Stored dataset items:

::::::::::

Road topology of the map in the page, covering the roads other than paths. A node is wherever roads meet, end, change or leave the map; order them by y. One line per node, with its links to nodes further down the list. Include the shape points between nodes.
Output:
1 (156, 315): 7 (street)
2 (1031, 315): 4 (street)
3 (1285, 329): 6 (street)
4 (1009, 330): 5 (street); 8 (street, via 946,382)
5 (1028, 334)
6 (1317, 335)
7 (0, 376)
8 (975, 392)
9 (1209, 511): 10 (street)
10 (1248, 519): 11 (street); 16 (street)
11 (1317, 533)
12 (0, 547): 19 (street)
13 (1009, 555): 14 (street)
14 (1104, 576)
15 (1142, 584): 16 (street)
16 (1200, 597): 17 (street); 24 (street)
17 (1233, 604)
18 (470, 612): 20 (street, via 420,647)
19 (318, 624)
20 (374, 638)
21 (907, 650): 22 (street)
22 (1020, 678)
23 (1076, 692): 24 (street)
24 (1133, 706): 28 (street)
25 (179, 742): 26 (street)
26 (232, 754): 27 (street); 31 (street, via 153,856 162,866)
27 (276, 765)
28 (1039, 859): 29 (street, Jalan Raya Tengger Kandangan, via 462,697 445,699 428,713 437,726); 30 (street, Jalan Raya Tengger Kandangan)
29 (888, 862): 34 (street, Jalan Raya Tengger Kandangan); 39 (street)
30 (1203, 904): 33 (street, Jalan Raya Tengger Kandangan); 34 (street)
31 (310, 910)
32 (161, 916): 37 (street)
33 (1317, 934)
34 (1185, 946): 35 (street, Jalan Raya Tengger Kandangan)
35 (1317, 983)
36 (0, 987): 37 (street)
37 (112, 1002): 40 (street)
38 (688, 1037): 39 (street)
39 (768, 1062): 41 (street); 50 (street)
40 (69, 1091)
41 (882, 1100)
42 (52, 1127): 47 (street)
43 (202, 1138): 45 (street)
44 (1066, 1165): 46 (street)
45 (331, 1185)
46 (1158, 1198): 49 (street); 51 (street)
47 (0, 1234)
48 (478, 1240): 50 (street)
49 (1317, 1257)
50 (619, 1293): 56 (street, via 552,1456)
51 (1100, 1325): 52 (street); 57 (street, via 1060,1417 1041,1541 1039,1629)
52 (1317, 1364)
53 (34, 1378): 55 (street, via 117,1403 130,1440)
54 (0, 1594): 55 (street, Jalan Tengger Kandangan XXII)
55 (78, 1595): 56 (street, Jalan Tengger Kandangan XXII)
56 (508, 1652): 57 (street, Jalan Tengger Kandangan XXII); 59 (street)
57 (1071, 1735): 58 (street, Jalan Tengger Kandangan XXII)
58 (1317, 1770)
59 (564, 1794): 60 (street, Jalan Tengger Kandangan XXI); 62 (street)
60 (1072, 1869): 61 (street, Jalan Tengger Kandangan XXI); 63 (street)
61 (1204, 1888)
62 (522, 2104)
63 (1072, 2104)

::::::::::

Restate the records above word for word, omitting nothing.

** Answer to this problem **
Road topology of the map in the page, covering the roads other than paths. A node is wherever roads meet, end, change or leave the map; order them by y. One line per node, with its links to nodes further down the list. Include the shape points between nodes.
Output:
1 (156, 315): 7 (street)
2 (1031, 315): 4 (street)
3 (1285, 329): 6 (street)
4 (1009, 330): 5 (street); 8 (street, via 946,382)
5 (1028, 334)
6 (1317, 335)
7 (0, 376)
8 (975, 392)
9 (1209, 511): 10 (street)
10 (1248, 519): 11 (street); 16 (street)
11 (1317, 533)
12 (0, 547): 19 (street)
13 (1009, 555): 14 (street)
14 (1104, 576)
15 (1142, 584): 16 (street)
16 (1200, 597): 17 (street); 24 (street)
17 (1233, 604)
18 (470, 612): 20 (street, via 420,647)
19 (318, 624)
20 (374, 638)
21 (907, 650): 22 (street)
22 (1020, 678)
23 (1076, 692): 24 (street)
24 (1133, 706): 28 (street)
25 (179, 742): 26 (street)
26 (232, 754): 27 (street); 31 (street, via 153,856 162,866)
27 (276, 765)
28 (1039, 859): 29 (street, Jalan Raya Tengger Kandangan, via 462,697 445,699 428,713 437,726); 30 (street, Jalan Raya Tengger Kandangan)
29 (888, 862): 34 (street, Jalan Raya Tengger Kandangan); 39 (street)
30 (1203, 904): 33 (street, Jalan Raya Tengger Kandangan); 34 (street)
31 (310, 910)
32 (161, 916): 37 (street)
33 (1317, 934)
34 (1185, 946): 35 (street, Jalan Raya Tengger Kandangan)
35 (1317, 983)
36 (0, 987): 37 (street)
37 (112, 1002): 40 (street)
38 (688, 1037): 39 (street)
39 (768, 1062): 41 (street); 50 (street)
40 (69, 1091)
41 (882, 1100)
42 (52, 1127): 47 (street)
43 (202, 1138): 45 (street)
44 (1066, 1165): 46 (street)
45 (331, 1185)
46 (1158, 1198): 49 (street); 51 (street)
47 (0, 1234)
48 (478, 1240): 50 (street)
49 (1317, 1257)
50 (619, 1293): 56 (street, via 552,1456)
51 (1100, 1325): 52 (street); 57 (street, via 1060,1417 1041,1541 1039,1629)
52 (1317, 1364)
53 (34, 1378): 55 (street, via 117,1403 130,1440)
54 (0, 1594): 55 (street, Jalan Tengger Kandangan XXII)
55 (78, 1595): 56 (street, Jalan Tengger Kandangan XXII)
56 (508, 1652): 57 (street, Jalan Tengger Kandangan XXII); 59 (street)
57 (1071, 1735): 58 (street, Jalan Tengger Kandangan XXII)
58 (1317, 1770)
59 (564, 1794): 60 (street, Jalan Tengger Kandangan XXI); 62 (street)
60 (1072, 1869): 61 (street, Jalan Tengger Kandangan XXI); 63 (street)
61 (1204, 1888)
62 (522, 2104)
63 (1072, 2104)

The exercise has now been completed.